::: PROVIDED INFORMATION :::
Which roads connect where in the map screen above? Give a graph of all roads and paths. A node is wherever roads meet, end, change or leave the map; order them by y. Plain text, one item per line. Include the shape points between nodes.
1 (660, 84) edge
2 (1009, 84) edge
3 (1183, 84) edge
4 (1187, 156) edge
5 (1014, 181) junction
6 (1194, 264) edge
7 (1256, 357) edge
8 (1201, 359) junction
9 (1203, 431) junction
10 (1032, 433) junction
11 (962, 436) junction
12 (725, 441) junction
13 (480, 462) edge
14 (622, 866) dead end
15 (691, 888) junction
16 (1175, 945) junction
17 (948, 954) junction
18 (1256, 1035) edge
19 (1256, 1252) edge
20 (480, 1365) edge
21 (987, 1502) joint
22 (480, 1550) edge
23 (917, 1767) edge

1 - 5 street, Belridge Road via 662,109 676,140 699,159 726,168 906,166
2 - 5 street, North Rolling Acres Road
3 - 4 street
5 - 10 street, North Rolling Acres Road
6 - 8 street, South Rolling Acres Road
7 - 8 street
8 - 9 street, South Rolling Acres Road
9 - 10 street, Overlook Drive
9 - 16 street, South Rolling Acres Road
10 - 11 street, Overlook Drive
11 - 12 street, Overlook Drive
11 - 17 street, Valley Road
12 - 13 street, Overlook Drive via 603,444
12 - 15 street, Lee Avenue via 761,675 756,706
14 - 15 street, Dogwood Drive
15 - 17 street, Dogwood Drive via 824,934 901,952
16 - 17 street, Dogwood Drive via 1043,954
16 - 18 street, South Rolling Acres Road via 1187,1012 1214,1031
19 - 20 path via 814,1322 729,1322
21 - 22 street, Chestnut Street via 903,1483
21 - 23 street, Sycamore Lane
:::
::: PROVIDED INFORMATION :::
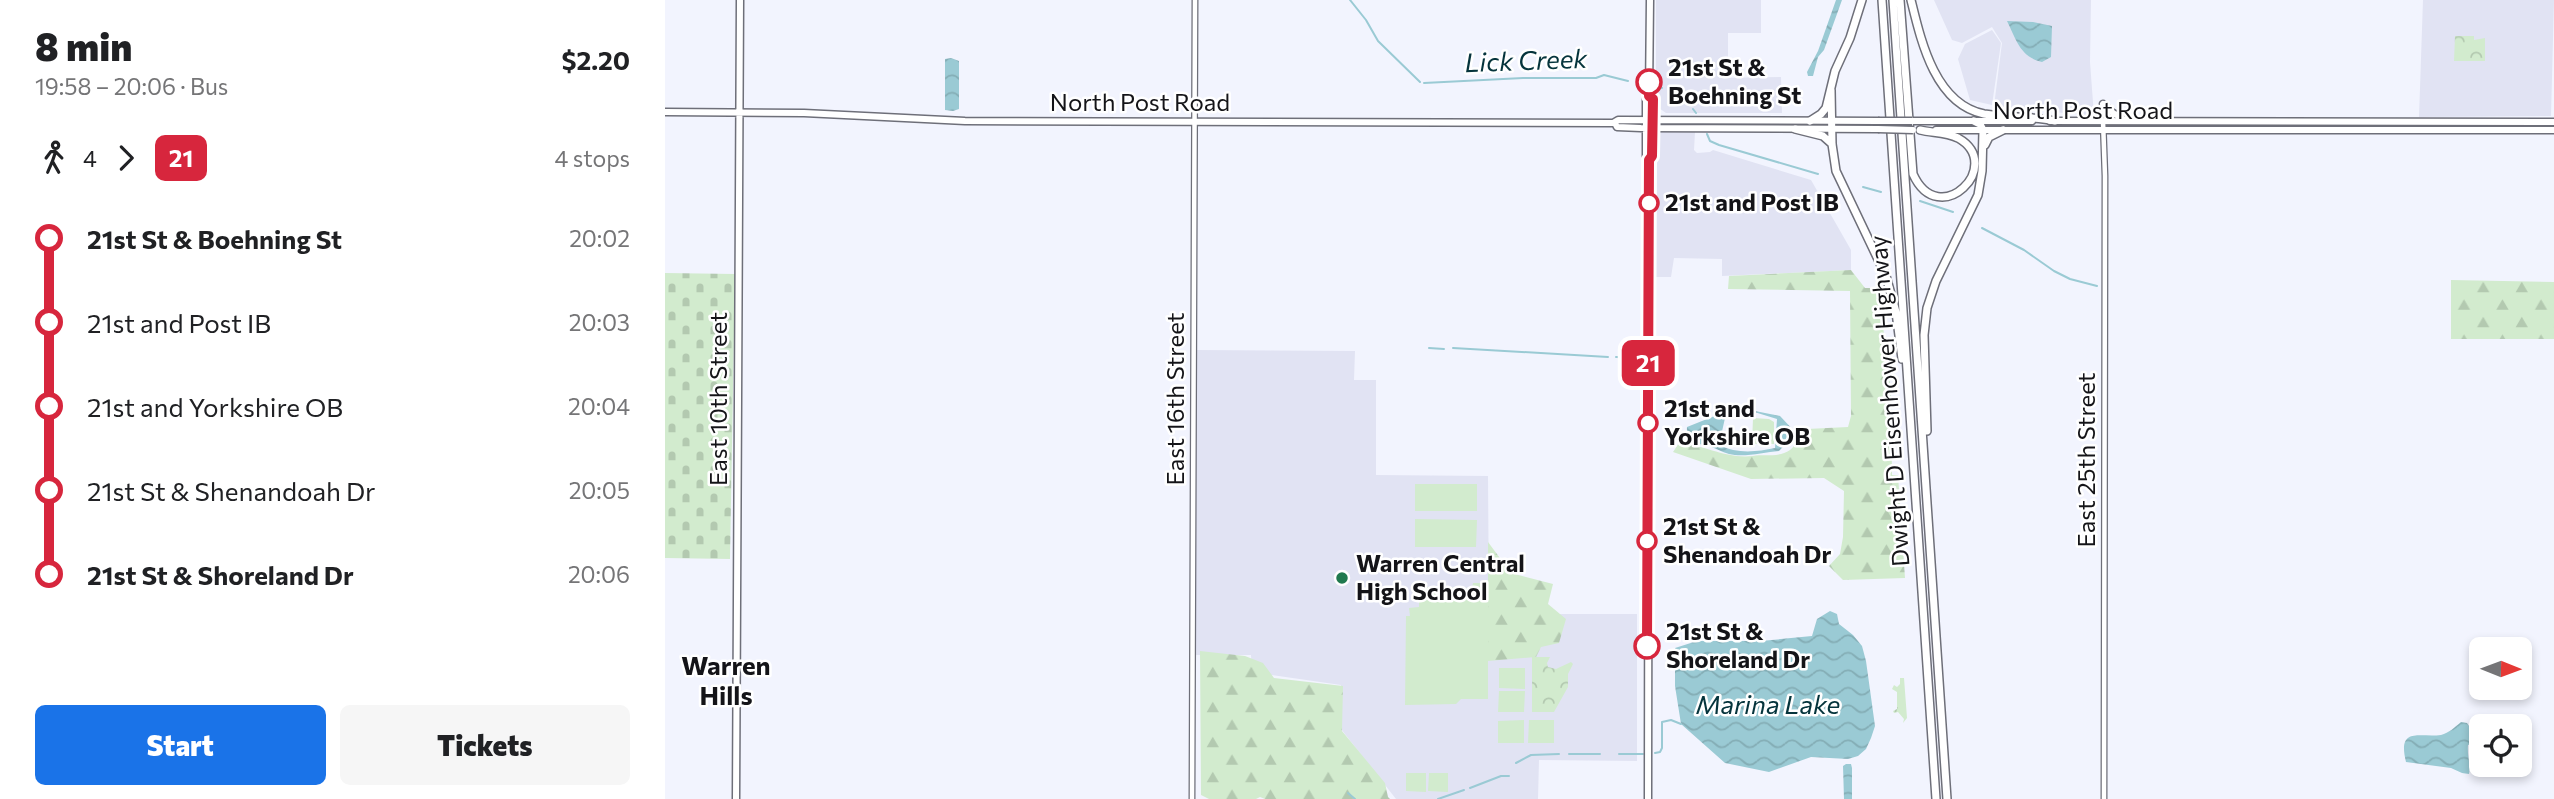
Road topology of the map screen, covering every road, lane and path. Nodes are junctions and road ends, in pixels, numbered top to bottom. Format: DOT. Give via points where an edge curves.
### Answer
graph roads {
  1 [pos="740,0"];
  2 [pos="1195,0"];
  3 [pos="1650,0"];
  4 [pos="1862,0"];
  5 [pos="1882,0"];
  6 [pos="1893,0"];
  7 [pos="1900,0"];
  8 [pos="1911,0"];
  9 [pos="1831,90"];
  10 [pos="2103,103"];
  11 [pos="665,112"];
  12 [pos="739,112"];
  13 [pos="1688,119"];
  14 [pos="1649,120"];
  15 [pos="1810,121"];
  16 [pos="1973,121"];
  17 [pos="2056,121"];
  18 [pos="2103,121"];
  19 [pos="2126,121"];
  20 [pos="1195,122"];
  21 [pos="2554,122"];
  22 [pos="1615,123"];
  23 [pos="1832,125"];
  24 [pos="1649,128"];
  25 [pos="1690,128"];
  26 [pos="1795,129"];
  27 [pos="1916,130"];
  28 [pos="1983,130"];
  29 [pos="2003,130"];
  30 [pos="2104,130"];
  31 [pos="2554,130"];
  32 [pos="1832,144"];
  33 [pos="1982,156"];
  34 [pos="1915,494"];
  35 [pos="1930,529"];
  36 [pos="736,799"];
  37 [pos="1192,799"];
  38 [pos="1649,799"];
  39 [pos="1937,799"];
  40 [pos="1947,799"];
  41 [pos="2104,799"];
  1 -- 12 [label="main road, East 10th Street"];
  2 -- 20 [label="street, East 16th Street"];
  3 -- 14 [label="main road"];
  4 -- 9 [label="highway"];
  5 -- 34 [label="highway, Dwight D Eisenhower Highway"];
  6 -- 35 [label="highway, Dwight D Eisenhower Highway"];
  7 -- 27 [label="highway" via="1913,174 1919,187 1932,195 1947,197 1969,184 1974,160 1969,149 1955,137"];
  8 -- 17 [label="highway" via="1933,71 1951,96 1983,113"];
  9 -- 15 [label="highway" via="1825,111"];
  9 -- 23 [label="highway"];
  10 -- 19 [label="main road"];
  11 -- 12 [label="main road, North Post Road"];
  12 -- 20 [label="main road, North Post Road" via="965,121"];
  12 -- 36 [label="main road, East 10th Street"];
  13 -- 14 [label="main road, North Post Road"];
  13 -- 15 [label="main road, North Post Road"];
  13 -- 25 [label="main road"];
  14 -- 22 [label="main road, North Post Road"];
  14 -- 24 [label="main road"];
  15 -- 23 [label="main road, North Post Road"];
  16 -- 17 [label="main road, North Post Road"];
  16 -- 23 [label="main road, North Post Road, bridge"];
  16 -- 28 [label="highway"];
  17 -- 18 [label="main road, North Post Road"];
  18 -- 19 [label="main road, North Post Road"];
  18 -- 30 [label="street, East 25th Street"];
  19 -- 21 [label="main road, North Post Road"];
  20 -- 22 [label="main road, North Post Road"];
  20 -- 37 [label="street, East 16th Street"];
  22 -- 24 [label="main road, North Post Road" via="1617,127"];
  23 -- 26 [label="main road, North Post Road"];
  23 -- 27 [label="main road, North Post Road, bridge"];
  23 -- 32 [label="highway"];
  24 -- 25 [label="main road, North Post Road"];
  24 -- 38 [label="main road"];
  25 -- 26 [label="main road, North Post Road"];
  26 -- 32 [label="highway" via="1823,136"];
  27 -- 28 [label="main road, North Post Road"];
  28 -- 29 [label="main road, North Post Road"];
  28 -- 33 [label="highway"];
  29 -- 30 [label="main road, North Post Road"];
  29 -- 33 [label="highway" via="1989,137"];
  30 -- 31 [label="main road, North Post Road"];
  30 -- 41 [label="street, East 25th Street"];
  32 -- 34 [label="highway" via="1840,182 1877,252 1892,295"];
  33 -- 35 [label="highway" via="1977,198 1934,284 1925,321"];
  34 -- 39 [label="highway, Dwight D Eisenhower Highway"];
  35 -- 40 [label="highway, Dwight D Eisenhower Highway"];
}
:::
__REQUIRED ACTION__. I need each line of the entries that holds the string "where" located and copied.

__RESPONSE TO THIS TASK__.
Which roads connect where in the map screen above? Give a graph of all roads and paths. A node is wherever roads meet, end, change or leave the map; order them by y. Plain text, one item per line. Include the shape points between nodes.
Road topology of the map screen, covering every road, lane and path. Nodes are junctions and road ends, in pixels, numbered top to bottom. Format: DOT. Give via points where an edge curves.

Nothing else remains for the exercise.